PESHAWAR, Pakistan—Explosives rigged to a parked motorcycle detonated near the gate of a police station in Bannu, a district in Khyber Pakhtunkhwa province bordering Afghanistan, killing at least two people including a child and wounding several others, police said Monday.

A separate attack later targeted a security checkpoint in Bajaur district, also in Pakistan’s northwest, when an explosives-laden vehicle driven by a suicide bomber approached the post, police said. Local police said troops returned fire during the attack.

In Bannu, police said the dead and wounded were taken to a nearby hospital, but did not provide additional details. Police said no group immediately claimed responsibility, though police indicated suspicion was likely to fall on the Pakistani Taliban.

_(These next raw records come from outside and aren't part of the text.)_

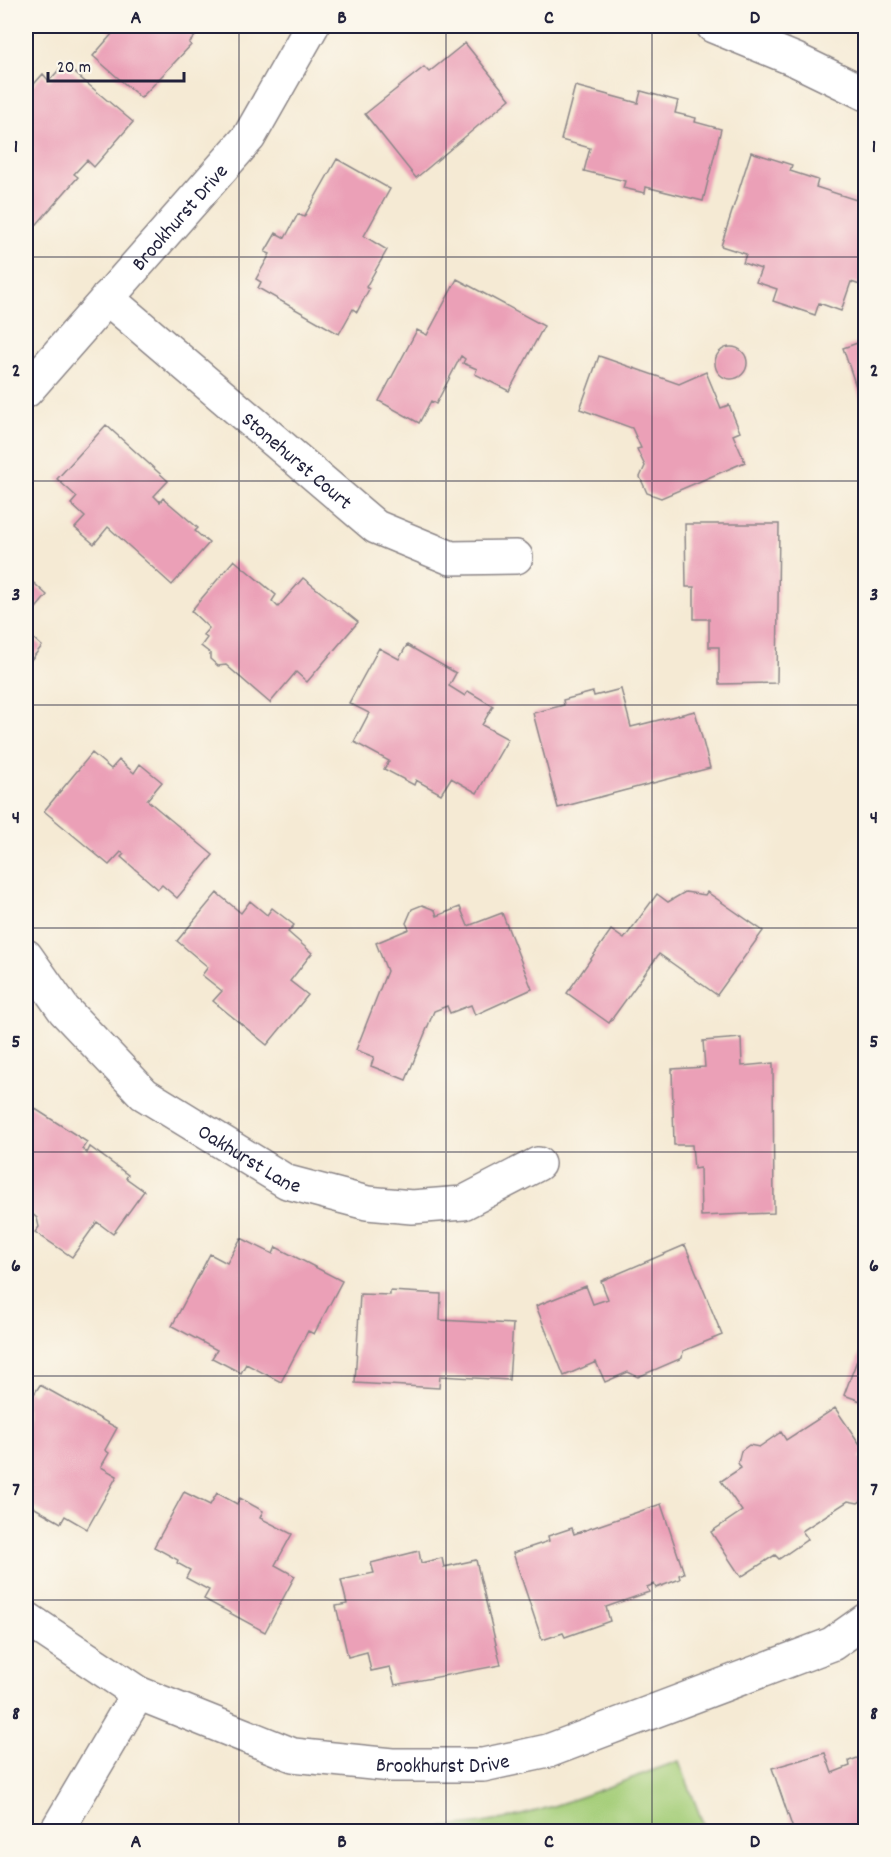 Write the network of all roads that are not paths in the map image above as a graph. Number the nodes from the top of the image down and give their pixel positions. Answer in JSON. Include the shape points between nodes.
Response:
{"nodes":[{"id":1,"x":312,"y":26,"type":"edge"},
{"id":2,"x":713,"y":26,"type":"edge"},
{"id":3,"x":866,"y":94,"type":"edge"},
{"id":4,"x":107,"y":298,"type":"junction"},
{"id":5,"x":26,"y":391,"type":"edge"},
{"id":6,"x":516,"y":557,"type":"dead end"},
{"id":7,"x":26,"y":956,"type":"edge"},
{"id":8,"x":538,"y":1164,"type":"dead end"},
{"id":9,"x":26,"y":1618,"type":"edge"},
{"id":10,"x":866,"y":1620,"type":"edge"},
{"id":11,"x":138,"y":1693,"type":"junction"},
{"id":12,"x":57,"y":1832,"type":"edge"}],
"edges":[{"from":1,"to":4,"type":"street","name":"Brookhurst Drive","via":[[249,137]]},
{"from":2,"to":3,"type":"street"},
{"from":4,"to":5,"type":"street","name":"Brookhurst Drive"},
{"from":4,"to":6,"type":"street","name":"Stonehurst Court","via":[[376,527],[451,558]]},
{"from":7,"to":8,"type":"street","name":"Oakhurst Lane","via":[[64,1010],[144,1094],[287,1182],[367,1203],[412,1207],[462,1203]]},
{"from":9,"to":11,"type":"street","name":"Brookhurst Drive"},
{"from":10,"to":11,"type":"street","name":"Brookhurst Drive","via":[[832,1644],[716,1690],[548,1751],[483,1765],[392,1765],[293,1755]]},
{"from":11,"to":12,"type":"street"}]}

In Bajaur, police said the blast occurred as the suicide bomber and fighters were approaching the checkpoint. Police said troops killed at least eight of the attackers, using the term “Khawarij” that Pakistan uses for members of the outlawed Tehrik-e-Taliban Pakistan, or TTP.

Police said the impact of the Bajaur explosion also killed a girl after the roof of a nearby house collapsed. Police said rescuers were still removing rubble from the security post to rescue anyone trapped under it.

Police said three officers were wounded when part of the checkpoint collapsed, and the investigation continued as emergency teams worked at the scene. No group had immediately claimed responsibility for either attack, according to the police accounts.

The attacks come amid a broader pattern of violence in Pakistan’s northwest, with the government frequently blaming the TTP, which it says operates separately from but closely allied with Afghanistan’s Taliban. The two countries have been at odds over the TTP’s presence in Afghanistan, a charge Afghanistan denies, along with denials from the TTP.